Planned Extensions and Modifications

Several of the tasks proposed for this project will be modifying and extending the Bard platform to support HPC in general and the needs of KISTI in particular. Also, effort will be spent on integrating the current framework with other existing and developing projects to provide a common set of tools upon which consistent and dynamic scientific applications for both desktop and the web can be developed.

Siege

Siege [3] is intended to serve as a general-purpose work environment for application scientists wanting to run distributed workflows on production resources (such as on the Teragrid). Its current incarnation provides low level access to the creation of and submission of new or existing workflows as well as a set of sophisticated status monitoring tools. Seige has been under development for about five years and was initially developed as part of the Linked Environments for Atmospheric Discovery (LEAD) [2] program.

Siege will also play an important role in the workflow management infrastructure being developed for Blue Waters.

Siege is currently used on a regular basis by researchers from the University of Illinois' Atmospheric Sciences Department. To date, approximately 2,000 testing and production workflows have been submitted to the PWE via the Siege interface.

Siege was used as part of the 2006 Unidata Workshop. For more details see the report submitted to the American Meteorological Society.

Planned Extension and Modifications

The current version of Siege requires an intimate understanding of the inner workings of Siege, PWE, and the backend HPCs that the workflows will execute upon. This proposal calls for a far more user friendly user interface that must hide the complexity of the underlying system while not limiting access to the extensive capabilities provided.

The desktop version will be rewritten based upon the Bard toolkit as described above. A new product, Bard HPC, will be created with Siege as the initial desktop client.
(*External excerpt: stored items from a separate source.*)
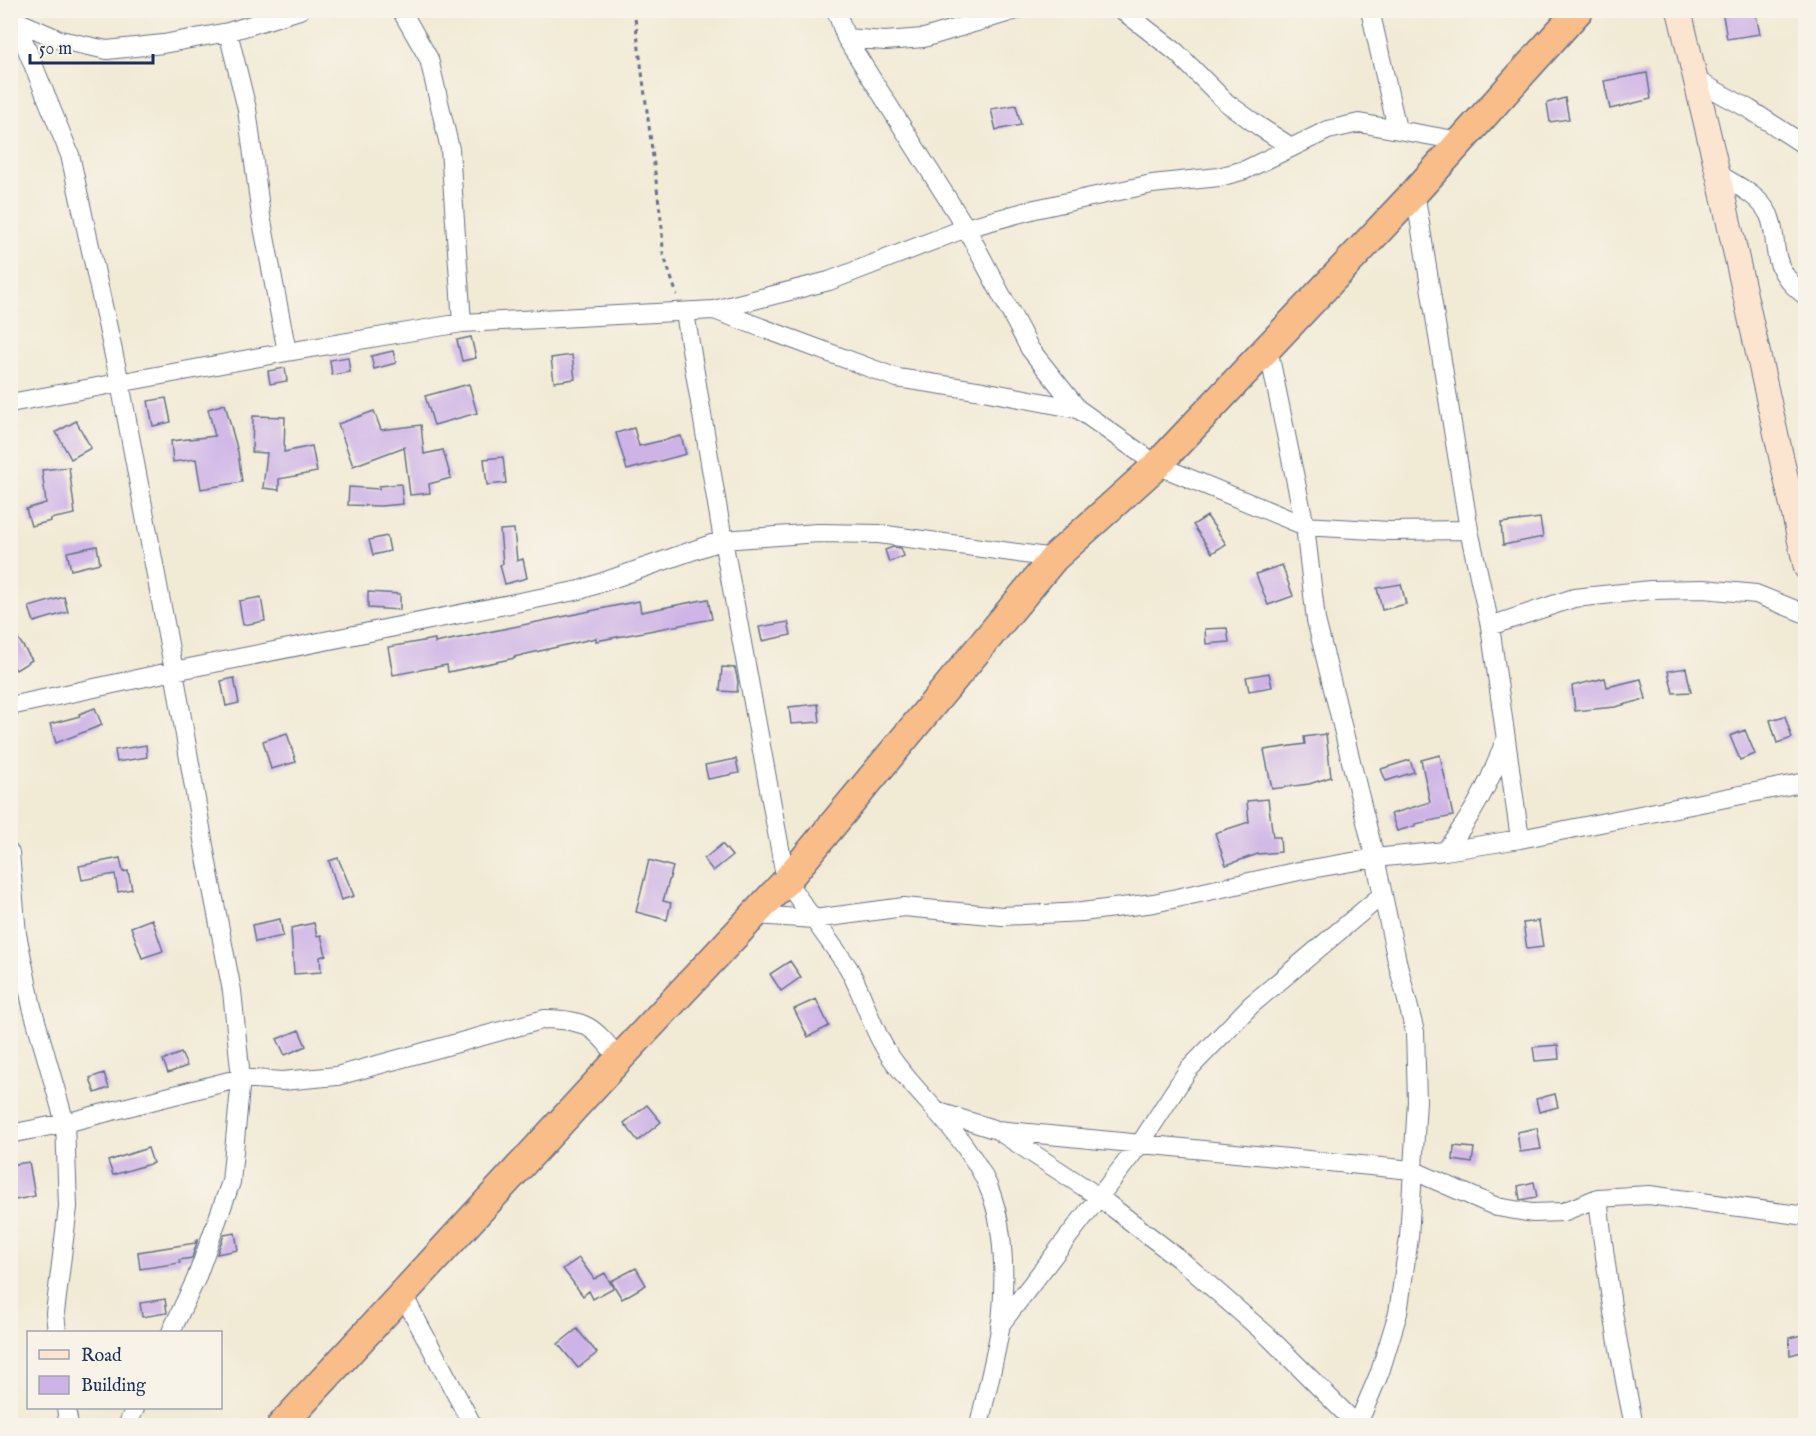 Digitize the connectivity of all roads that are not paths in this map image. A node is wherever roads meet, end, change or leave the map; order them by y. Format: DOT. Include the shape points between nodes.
graph roads {
  1 [pos="300,10"];
  2 [pos="401,10"];
  3 [pos="836,10"];
  4 [pos="1017,10"];
  5 [pos="1122,10"];
  6 [pos="1370,10"];
  7 [pos="1579,10"];
  8 [pos="1679,10"];
  9 [pos="13,16"];
  10 [pos="228,32"];
  11 [pos="846,38"];
  12 [pos="1696,80"];
  13 [pos="1397,129"];
  14 [pos="1460,141"];
  15 [pos="1806,146"];
  16 [pos="1291,147"];
  17 [pos="1718,174"];
  18 [pos="1415,192"];
  19 [pos="966,228"];
  20 [pos="1806,296"];
  21 [pos="714,310"];
  22 [pos="685,313"];
  23 [pos="462,323"];
  24 [pos="1268,348"];
  25 [pos="287,352"];
  26 [pos="120,383"];
  27 [pos="10,402"];
  28 [pos="1078,409"];
  29 [pos="1157,465"];
  30 [pos="1305,526"];
  31 [pos="1469,530"];
  32 [pos="723,540"];
  33 [pos="1054,558"];
  34 [pos="1806,568"];
  35 [pos="1806,614"];
  36 [pos="1490,626"];
  37 [pos="174,671"];
  38 [pos="10,706"];
  39 [pos="1505,741"];
  40 [pos="1806,782"];
  41 [pos="1520,839"];
  42 [pos="1445,851"];
  43 [pos="10,853"];
  44 [pos="1375,858"];
  45 [pos="786,881"];
  46 [pos="1382,895"];
  47 [pos="754,915"];
  48 [pos="814,919"];
  49 [pos="619,1059"];
  50 [pos="241,1078"];
  51 [pos="934,1110"];
  52 [pos="65,1123"];
  53 [pos="997,1130"];
  54 [pos="10,1134"];
  55 [pos="1140,1143"];
  56 [pos="1412,1170"];
  57 [pos="1099,1197"];
  58 [pos="1598,1198"];
  59 [pos="1806,1216"];
  60 [pos="402,1293"];
  61 [pos="1000,1325"];
  62 [pos="57,1331"];
  63 [pos="171,1331"];
  64 [pos="66,1409"];
  65 [pos="134,1409"];
  66 [pos="69,1425"];
  67 [pos="127,1425"];
  68 [pos="281,1425"];
  69 [pos="473,1425"];
  70 [pos="979,1425"];
  71 [pos="1358,1425"];
  72 [pos="1634,1425"];
  1 -- 10 [label="street"];
  2 -- 23 [label="street" via="429,59 450,149"];
  3 -- 11 [label="street"];
  4 -- 11 [label="street" via="924,39"];
  5 -- 16 [label="street" via="1176,52 1227,103"];
  6 -- 13 [label="street"];
  7 -- 14 [label="highway"];
  8 -- 12 [label="main road"];
  9 -- 10 [label="street" via="60,40 107,50"];
  9 -- 26 [label="street" via="70,155"];
  10 -- 25 [label="street" via="247,110 261,216"];
  11 -- 19 [label="street"];
  12 -- 15 [label="street"];
  12 -- 17 [label="main road"];
  13 -- 14 [label="street"];
  13 -- 16 [label="street" via="1359,123 1328,130"];
  14 -- 18 [label="highway"];
  16 -- 19 [label="street" via="1245,170 1219,177 1152,184"];
  17 -- 20 [label="street" via="1756,198 1768,214 1784,275"];
  17 -- 34 [label="main road"];
  18 -- 24 [label="highway"];
  18 -- 31 [label="street"];
  19 -- 21 [label="street" via="829,281"];
  19 -- 28 [label="street" via="1030,349"];
  21 -- 22 [label="street"];
  21 -- 28 [label="street" via="897,378"];
  22 -- 23 [label="street"];
  22 -- 32 [label="street"];
  23 -- 25 [label="street"];
  24 -- 29 [label="highway"];
  24 -- 30 [label="street"];
  25 -- 26 [label="street"];
  26 -- 27 [label="street"];
  26 -- 37 [label="street"];
  28 -- 29 [label="street"];
  29 -- 30 [label="street"];
  29 -- 33 [label="highway"];
  30 -- 31 [label="street"];
  30 -- 44 [label="street" via="1316,620"];
  31 -- 36 [label="street"];
  32 -- 33 [label="street" via="818,533 879,534"];
  32 -- 37 [label="street" via="580,590"];
  32 -- 45 [label="street"];
  33 -- 45 [label="highway"];
  35 -- 36 [label="street" via="1756,594 1704,589 1651,590 1574,598"];
  36 -- 39 [label="street"];
  37 -- 38 [label="street"];
  37 -- 50 [label="street" via="232,991"];
  39 -- 41 [label="street"];
  39 -- 42 [label="street" via="1481,799"];
  40 -- 41 [label="street"];
  41 -- 42 [label="street"];
  42 -- 44 [label="street"];
  43 -- 52 [label="street" via="17,934 32,1007"];
  44 -- 46 [label="street"];
  44 -- 48 [label="street" via="1154,903 1082,912 1002,916 904,907"];
  45 -- 47 [label="highway"];
  45 -- 48 [label="street"];
  46 -- 55 [label="street" via="1251,1005 1188,1070"];
  46 -- 56 [label="street" via="1415,1032 1417,1101"];
  47 -- 48 [label="street"];
  47 -- 49 [label="highway"];
  48 -- 51 [label="street" via="856,981 888,1053"];
  49 -- 50 [label="street" via="598,1033 573,1020 545,1020 337,1076 282,1082"];
  49 -- 60 [label="highway"];
  50 -- 52 [label="street"];
  50 -- 63 [label="street" via="231,1182 196,1279"];
  51 -- 53 [label="street"];
  51 -- 61 [label="street" via="967,1149 992,1195 1000,1227"];
  52 -- 54 [label="street"];
  52 -- 62 [label="street" via="68,1207 55,1313"];
  53 -- 55 [label="street"];
  53 -- 57 [label="street"];
  55 -- 56 [label="street"];
  55 -- 57 [label="street"];
  56 -- 58 [label="street" via="1497,1207 1532,1213 1563,1212"];
  56 -- 71 [label="street" via="1409,1238 1398,1313"];
  57 -- 61 [label="street"];
  57 -- 71 [label="street" via="1209,1284"];
  58 -- 59 [label="street" via="1649,1195"];
  58 -- 72 [label="street" via="1616,1341"];
  60 -- 68 [label="highway"];
  60 -- 69 [label="street"];
  61 -- 70 [label="street"];
  64 -- 66 [label="street"];
  65 -- 67 [label="street"];
}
Common features of Bard HPC may also be used to create a web based job submission and monitoring interface.

Digital Synthesis Framework (DSF)

The Digital Synthesis Framework (DSF) provides a coherent framework for dynamically publishing visual analysis environments based on underlying observational and modeled information. The concept of a synthesis framework involves core capabilities for integrating data from multiple sources, enabling on-demand execution of scientific workflows, and the association of data outputs with multiple visualization and analysis widgets in a dynamically generated web application.  In the DSF, NCSA's Cyberintegrator workflow environment is used to integrate data sources and invoke modeling modules. When the workflow is complete, it can be saved and run repeatedly as a service. A publication service allows the workflow outputs (which may be observational data or model outputs) to be associated with visualization widgets and embedded into a dynamically generated scenario viewer web application. The application can display data outputs from completed workflows or can trigger new workflows on demand. Along with maps, graphs, tables, and other displays, the application can display provenance information and links to associated reference material. As a concrete example, we present one of the TRECC pilot projects to incorporate a model predicting hypoxic (low oxygen) conditions in Corpus Christi Bay, Texas based on information from sensors deployed in and around the bay, into a hypoxia forecast web application [4].

Service Layer

Parameterized Workflow Engine (PWE)

The PWE is a workflow management system that has been incrementally developed over a period of eight years supporting high-performance applications in meteorology, chemical engineering, astronomy and even the analysis of financial markets.  The entire process, while lengthy, has had a consistent set of goals.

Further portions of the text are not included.